Die Hitze drückt, und der Boden ist trocken. Die Autos wirbeln Staub auf. Ein Spaziergänger mit weißen Haaren blickt der Gruppe, allesamt mit Heilbronner Kennzeichen, hinterher. Ungläubig verdreht er die Augen. Kommen Ende Mai rund 350 Pfadfinder nach Sennfeld, wird sich seine Verwunderung noch steigern. Im Waldstück angekommen, rattert schon die Motorsäge. Jeweils zwei Pfadfinder schleppen die Stämme, die sie später als Zeltstangen benutzen. Keine Arbeit für Schwächlinge. Simon verzieht das Gesicht - ihm ist die Anstrengung anzusehen. „Von denen brauchen wir 200 Stück“, so der Heilbronner Student, der schon seit 13 Jahren dabei ist. Damals versprach er, sich an die Pfadfindergesetze zu halten.

Luisa Dollinger (links) und Claudia Dederer genehmigen sich eine Pause.

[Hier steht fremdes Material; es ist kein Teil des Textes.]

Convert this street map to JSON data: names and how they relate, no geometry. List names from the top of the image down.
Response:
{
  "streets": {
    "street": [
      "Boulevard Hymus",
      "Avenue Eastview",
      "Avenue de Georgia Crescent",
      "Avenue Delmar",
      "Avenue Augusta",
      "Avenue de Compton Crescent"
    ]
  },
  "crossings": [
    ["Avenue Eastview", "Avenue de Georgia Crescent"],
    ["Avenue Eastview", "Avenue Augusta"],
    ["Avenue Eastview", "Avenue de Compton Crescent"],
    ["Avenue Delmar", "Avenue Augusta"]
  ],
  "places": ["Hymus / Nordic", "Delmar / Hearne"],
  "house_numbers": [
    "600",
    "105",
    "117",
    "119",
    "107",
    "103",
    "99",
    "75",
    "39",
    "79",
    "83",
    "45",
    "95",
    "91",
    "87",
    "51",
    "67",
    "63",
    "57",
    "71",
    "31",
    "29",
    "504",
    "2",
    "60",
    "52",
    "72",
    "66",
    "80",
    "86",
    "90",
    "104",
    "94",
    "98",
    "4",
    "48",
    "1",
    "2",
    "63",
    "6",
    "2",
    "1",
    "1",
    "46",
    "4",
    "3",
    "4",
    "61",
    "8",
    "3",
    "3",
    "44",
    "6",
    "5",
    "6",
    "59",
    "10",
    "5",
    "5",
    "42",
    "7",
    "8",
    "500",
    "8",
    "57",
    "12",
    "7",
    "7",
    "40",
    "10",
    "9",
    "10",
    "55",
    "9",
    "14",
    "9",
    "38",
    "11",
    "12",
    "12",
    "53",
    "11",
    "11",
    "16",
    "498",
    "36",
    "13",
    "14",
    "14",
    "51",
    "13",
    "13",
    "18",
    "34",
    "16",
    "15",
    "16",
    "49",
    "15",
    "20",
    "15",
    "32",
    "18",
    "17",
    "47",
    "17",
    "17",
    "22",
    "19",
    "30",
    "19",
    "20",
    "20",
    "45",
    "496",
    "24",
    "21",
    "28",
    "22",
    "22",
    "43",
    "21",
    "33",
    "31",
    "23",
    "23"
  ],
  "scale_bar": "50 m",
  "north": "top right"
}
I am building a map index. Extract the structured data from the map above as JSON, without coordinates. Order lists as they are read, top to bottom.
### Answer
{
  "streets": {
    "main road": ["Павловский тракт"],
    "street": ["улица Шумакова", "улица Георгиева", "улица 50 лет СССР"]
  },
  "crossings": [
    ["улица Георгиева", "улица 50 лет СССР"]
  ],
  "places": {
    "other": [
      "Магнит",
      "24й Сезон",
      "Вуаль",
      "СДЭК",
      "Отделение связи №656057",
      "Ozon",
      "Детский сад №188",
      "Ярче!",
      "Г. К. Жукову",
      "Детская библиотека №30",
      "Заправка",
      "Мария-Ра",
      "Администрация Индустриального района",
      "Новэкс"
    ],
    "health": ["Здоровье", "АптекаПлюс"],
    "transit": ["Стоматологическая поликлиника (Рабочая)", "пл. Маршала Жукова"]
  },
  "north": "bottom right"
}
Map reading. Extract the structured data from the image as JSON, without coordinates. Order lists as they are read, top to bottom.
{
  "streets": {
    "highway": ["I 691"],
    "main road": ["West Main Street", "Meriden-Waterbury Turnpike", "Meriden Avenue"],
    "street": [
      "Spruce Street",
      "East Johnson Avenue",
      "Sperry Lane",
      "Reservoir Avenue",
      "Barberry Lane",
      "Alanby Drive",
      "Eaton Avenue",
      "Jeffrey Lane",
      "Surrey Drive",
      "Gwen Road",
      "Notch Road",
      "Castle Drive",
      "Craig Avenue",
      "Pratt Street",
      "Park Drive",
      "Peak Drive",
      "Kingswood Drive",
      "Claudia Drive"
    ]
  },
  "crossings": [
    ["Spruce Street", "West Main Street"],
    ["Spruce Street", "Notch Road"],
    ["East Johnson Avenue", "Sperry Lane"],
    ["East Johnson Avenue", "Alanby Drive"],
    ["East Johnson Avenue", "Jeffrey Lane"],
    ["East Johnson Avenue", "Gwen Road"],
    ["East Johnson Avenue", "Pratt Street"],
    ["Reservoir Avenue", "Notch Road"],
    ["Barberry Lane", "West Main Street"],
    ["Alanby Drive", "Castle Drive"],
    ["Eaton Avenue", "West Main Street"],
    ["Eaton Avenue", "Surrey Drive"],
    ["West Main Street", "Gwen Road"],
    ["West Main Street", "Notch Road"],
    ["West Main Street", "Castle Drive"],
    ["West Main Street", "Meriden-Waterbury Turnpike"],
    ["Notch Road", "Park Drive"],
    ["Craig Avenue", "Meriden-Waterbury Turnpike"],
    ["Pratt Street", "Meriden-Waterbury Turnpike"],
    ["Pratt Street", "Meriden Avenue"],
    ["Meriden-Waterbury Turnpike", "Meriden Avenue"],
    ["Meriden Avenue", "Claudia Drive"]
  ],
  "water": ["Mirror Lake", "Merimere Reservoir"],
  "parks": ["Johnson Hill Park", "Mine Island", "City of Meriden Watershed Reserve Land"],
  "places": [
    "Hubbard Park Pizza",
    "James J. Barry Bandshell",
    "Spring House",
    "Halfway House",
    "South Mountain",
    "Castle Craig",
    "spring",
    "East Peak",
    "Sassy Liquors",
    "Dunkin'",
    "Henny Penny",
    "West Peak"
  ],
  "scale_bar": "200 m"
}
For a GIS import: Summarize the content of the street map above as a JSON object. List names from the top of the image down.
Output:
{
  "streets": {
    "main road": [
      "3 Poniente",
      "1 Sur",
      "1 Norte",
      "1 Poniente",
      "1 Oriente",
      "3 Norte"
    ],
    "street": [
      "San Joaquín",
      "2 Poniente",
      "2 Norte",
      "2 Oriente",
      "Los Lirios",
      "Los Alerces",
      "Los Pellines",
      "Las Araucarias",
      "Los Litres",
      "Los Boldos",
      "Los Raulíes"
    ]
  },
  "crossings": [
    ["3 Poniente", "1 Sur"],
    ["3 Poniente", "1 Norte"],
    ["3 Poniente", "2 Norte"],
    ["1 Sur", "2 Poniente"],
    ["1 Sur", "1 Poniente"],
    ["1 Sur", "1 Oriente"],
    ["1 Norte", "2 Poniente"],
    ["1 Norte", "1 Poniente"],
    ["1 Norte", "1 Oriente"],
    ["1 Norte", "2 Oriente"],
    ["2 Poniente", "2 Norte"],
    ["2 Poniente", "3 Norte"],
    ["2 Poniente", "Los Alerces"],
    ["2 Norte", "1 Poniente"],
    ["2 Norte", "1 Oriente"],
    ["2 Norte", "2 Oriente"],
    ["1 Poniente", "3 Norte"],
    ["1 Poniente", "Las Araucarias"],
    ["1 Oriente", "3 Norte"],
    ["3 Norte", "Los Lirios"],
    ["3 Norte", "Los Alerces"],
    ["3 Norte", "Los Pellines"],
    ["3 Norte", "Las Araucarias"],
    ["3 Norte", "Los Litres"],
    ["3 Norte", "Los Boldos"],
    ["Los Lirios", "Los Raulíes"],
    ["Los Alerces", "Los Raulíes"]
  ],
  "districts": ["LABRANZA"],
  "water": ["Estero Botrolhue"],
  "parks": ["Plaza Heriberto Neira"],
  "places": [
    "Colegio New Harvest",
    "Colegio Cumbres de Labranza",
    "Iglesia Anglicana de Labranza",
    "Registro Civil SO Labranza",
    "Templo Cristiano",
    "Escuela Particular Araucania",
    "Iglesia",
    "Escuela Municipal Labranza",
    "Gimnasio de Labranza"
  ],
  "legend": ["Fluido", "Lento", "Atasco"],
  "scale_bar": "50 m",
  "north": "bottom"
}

In diesen werden Treue, Kameradschaft und Hilfsbereitschaft verlangt. Von jedem. „Einmal Pfadfinder, immer Pfadfinder. Das ist eine Lebenseinstellung“, sagt der 27-jährige Steffen voller Überzeugung. Trotz der anstrengenden Vorbereitungen auf das Pfingstlager gönnen sich die Pfadfinder zwischendurch eine Pause. Sie bilden einen Kreis und klatschen in die Hände. Sie nennen das ihren afrikanischen Sonnentanz. Steffen: „Damit verbreiten wir gute Stimmung. Ein Pfadfinder singt, pfeift und lacht in allen Lebenslagen.“

Danach stimmen sie noch ein Lied an. Vico greift in die Saiten. Mit jeder Strophe werden sie befreiter. Sie singen sich in einen Rausch. Jeder will der Lauteste sein. Gemeinsam, wie sie es am liebsten haben, sind sie unschlagbar. „Sind wir einmal fortgezogen, dorthin, wo es uns gefällt, bringt auch unser Regenbogen neue Farben in die Welt“, heißt es in ihrem „Regenbogenlied“, das sie immer singen, wenn sie sich treffen. Es passt auch zum heutigen Tag, an dem es die Pfadfinder in ein Dorf im Neckar-Odenwald-Kreis verschlagen hat. Hier fühlen sie sich wohl. Das ist ihre Welt. Wer in die Gesichter der Pfadfinder schaut, kann es sehen.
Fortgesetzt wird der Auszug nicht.